WORK TO COMPLETE
Copy exactly the lines that run from the top of the listing to the line containing "filter:drop-shadow(2px 0 #97a6a7)", both ends included, and omit the pictures.

STORED DATA
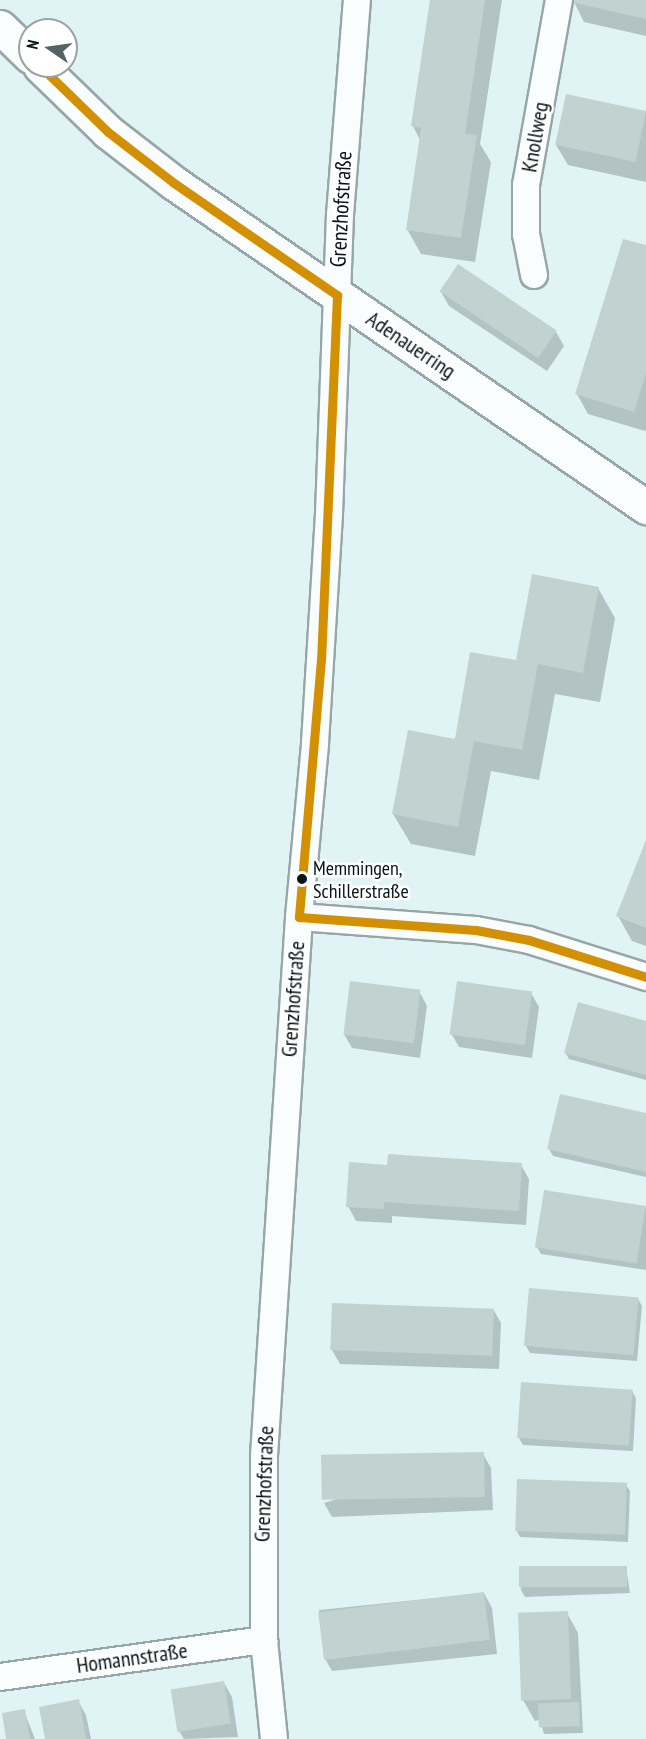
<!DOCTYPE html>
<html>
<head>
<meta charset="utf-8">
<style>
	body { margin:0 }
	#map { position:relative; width:646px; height:1739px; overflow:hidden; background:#e0f4f5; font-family:"PT Sans Narrow",sans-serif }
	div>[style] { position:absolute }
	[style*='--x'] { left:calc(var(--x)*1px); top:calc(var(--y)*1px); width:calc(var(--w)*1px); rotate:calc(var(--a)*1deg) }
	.shadow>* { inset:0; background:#0003 }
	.building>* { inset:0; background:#c2d2d0; transform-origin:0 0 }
	.roads { filter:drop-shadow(2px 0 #97a6a7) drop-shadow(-2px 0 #97a6a7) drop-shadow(0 2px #97a6a7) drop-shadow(0 -2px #97a6a7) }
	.street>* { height:26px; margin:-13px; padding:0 13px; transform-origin:13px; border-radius:13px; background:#fafdfe }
	.secondary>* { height:33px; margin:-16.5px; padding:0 16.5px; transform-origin:16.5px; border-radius:16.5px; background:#fafdfe }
	.bus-1>* { height:9px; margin:-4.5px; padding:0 4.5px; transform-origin:4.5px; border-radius:4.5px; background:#d39003 }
	.dots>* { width:16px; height:16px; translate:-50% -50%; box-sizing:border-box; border:3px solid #fff; border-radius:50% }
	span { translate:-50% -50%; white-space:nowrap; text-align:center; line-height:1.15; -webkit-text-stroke:5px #fff; paint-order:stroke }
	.bus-label { font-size:20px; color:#081515 }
	.left { translate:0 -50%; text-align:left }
	.street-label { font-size:22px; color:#081515 }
	.north { position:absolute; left:18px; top:18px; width:60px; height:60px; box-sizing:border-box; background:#fff; border:2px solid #9ca1a1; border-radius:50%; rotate:283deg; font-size:16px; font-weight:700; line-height:24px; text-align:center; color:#081515 }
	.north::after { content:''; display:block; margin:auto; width:21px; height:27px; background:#546363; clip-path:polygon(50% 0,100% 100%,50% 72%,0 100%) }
</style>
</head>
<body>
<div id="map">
	<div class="shadow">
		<i style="clip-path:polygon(432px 0,502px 0,480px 144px,491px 162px,475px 262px,421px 254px,407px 229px,420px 140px,413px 126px)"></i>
		<i style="clip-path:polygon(573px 0,646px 0,646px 36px,584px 22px)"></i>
		<i style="clip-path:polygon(646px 112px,646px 182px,568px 165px,556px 145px)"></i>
		<i style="clip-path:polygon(646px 247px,646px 429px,645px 431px,588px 414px,577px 394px)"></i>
		<i style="clip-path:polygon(458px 266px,556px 332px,564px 346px,547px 371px,449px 306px,441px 292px)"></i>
		<i style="clip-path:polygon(598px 588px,615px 618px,600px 702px,555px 694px,539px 780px,491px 771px,475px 856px,411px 844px,393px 814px,517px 662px)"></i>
		<i style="clip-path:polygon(646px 844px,646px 946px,632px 941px,618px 916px)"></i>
		<i style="clip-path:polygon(419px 991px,427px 1006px,420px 1058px,352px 1048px,344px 1034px)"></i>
		<i style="clip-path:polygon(531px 993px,539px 1007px,532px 1058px,459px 1047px,451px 1033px)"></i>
		<i style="clip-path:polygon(646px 1023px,646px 1080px,569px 1059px,565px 1052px)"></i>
		<i style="clip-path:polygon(646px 1115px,646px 1177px,553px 1156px,549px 1149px)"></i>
		<i style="clip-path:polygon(521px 1165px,529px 1179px,526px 1225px,392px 1216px,392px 1223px,356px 1221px,348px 1206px,389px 1166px)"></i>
		<i style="clip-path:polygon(646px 1207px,646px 1270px,541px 1254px,537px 1247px)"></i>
		<i style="clip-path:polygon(638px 1299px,642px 1306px,637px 1361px,530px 1353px,526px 1346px)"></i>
		<i style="clip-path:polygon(493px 1309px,501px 1323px,499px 1369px,340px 1364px,332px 1350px)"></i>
		<i style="clip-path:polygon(632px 1391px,636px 1398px,633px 1451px,523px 1445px,519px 1438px)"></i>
		<i style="clip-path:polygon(483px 1454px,491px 1468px,493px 1510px,332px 1517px,324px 1503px)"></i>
		<i style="clip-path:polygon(626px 1485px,630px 1491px,628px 1542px,520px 1537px,516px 1530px)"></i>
		<i style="clip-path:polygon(626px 1567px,630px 1593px,525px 1597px,521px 1590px,520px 1571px)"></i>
		<i style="clip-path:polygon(484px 1593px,492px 1608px,497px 1654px,332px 1671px,324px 1657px,319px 1610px)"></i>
		<i style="clip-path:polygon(567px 1613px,578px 1633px,583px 1733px,544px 1734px,540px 1720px,535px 1721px,523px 1700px)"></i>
		<i style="clip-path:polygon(224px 1683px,232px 1697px,238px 1737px,184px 1739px,179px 1731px)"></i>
		<i style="clip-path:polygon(78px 1701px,86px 1715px,91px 1739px,46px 1739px)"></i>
		<i style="clip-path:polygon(24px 1711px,35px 1739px,8px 1739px)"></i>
	</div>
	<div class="building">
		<i style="clip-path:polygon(430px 0,485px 0,465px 134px,477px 135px,461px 238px,406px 230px,421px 128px,411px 126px)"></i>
		<i style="clip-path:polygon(571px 0,646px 0,646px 19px,571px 2px)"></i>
		<i style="left:566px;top:94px;width:82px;height:52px;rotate:12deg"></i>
		<i style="clip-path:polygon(623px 239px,646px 245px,646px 373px,634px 412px,575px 394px)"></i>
		<i style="left:458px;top:264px;width:119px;height:33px;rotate:34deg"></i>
		<i style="clip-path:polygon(532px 574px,599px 587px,583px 673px,538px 664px,522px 750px,474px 741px,458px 827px,392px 814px,408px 730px,455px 739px,470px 652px,516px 660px)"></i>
		<i style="clip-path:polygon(646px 840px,646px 928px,616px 916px)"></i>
		<i style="left:350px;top:981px;width:71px;height:54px;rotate:7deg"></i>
		<i style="left:457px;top:981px;width:76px;height:54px;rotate:8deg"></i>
		<i style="clip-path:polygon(578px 1002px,646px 1021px,646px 1075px,564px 1053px)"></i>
		<i style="clip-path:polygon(560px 1094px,646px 1113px,646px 1172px,547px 1149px)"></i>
		<i style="clip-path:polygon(388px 1154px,522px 1163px,519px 1211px,384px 1202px,384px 1209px,346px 1207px,349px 1162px,387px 1165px)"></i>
		<i style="left:544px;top:1190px;width:103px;height:58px;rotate:9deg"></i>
		<i style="left:529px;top:1288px;width:110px;height:58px;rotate:5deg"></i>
		<i style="left:332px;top:1303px;width:162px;height:47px;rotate:2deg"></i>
		<i style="left:521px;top:1382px;width:112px;height:56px;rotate:4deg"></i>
		<i style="left:484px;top:1452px;width:45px;height:163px;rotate:89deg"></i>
		<i style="left:517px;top:1479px;width:110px;height:52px;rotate:2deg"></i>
		<i style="left:627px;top:1566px;width:21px;height:108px;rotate:90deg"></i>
		<i style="left:484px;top:1592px;width:48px;height:167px;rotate:83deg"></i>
		<i style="left:568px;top:1611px;width:88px;height:50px;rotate:88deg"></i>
		<i style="left:224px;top:1681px;width:43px;height:54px;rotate:81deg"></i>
		<i style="clip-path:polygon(79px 1699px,86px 1739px,45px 1739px,39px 1707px)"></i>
		<i style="left:579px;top:1702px;width:24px;height:41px;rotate:88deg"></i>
		<i style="clip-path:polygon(25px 1709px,30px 1739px,6px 1739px,2px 1713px)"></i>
	</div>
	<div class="roads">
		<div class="street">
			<i style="--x:534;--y:275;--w:42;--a:-101"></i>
			<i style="--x:526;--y:234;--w:49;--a:-90"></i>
			<i style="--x:526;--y:185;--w:188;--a:-79.9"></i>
			<i style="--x:299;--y:917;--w:177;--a:4.2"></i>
			<i style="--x:476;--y:930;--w:54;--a:10.7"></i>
			<i style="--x:529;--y:940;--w:123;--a:17.5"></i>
			<i style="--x:0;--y:1677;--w:267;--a:-8"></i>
			<i style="--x:274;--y:1739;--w:100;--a:-95.8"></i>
			<i style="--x:264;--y:1640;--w:184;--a:-90"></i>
			<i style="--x:264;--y:1456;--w:540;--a:-86.28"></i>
			<i style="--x:299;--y:917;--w:175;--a:-84.7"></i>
			<i style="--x:315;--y:743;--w:229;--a:-86.5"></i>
			<i style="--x:329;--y:514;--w:299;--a:-87.9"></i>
			<i style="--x:340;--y:215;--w:216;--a:-85.5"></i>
		</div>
		<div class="secondary">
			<i style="--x:0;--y:27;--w:42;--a:44"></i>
			<i style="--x:40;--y:66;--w:95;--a:44.1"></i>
			<i style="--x:108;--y:132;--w:83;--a:37.7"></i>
			<i style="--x:174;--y:183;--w:573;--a:34.47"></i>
		</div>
	</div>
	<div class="bus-1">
		<i style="--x:40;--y:66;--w:95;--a:44.1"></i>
		<i style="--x:108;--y:132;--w:83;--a:37.7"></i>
		<i style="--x:174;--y:183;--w:198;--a:34.5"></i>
		<i style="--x:337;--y:295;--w:364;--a:92.5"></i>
		<i style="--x:321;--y:659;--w:259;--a:94.9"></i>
		<i style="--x:299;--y:917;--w:177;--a:4.2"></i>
		<i style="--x:476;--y:930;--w:54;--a:10.7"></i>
		<i style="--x:529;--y:940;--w:123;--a:17.5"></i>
	</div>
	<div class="dots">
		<i style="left:302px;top:879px;background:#081515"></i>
	</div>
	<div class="bus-label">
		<span class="left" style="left:313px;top:880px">Memmingen,<br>Schillerstraße</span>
	</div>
	<div class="street-label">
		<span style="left:535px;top:137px;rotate:-80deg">Knollweg</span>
		<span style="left:341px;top:209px;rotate:-87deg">Grenzhofstraße</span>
		<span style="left:411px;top:345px;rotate:34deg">Adenauerring</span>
		<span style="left:293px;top:999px;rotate:-86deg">Grenzhofstraße</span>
		<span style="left:264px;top:1484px;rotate:-88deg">Grenzhofstraße</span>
		<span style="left:132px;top:1658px;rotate:-8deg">Homannstraße</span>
	</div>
	<div class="north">N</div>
</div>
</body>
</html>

FINISHED EXERCISE
<!DOCTYPE html>
<html>
<head>
<meta charset="utf-8">
<style>
	body { margin:0 }
	#map { position:relative; width:646px; height:1739px; overflow:hidden; background:#e0f4f5; font-family:"PT Sans Narrow",sans-serif }
	div>[style] { position:absolute }
	[style*='--x'] { left:calc(var(--x)*1px); top:calc(var(--y)*1px); width:calc(var(--w)*1px); rotate:calc(var(--a)*1deg) }
	.shadow>* { inset:0; background:#0003 }
	.building>* { inset:0; background:#c2d2d0; transform-origin:0 0 }
	.roads { filter:drop-shadow(2px 0 #97a6a7) drop-shadow(-2px 0 #97a6a7) drop-shadow(0 2px #97a6a7) drop-shadow(0 -2px #97a6a7) }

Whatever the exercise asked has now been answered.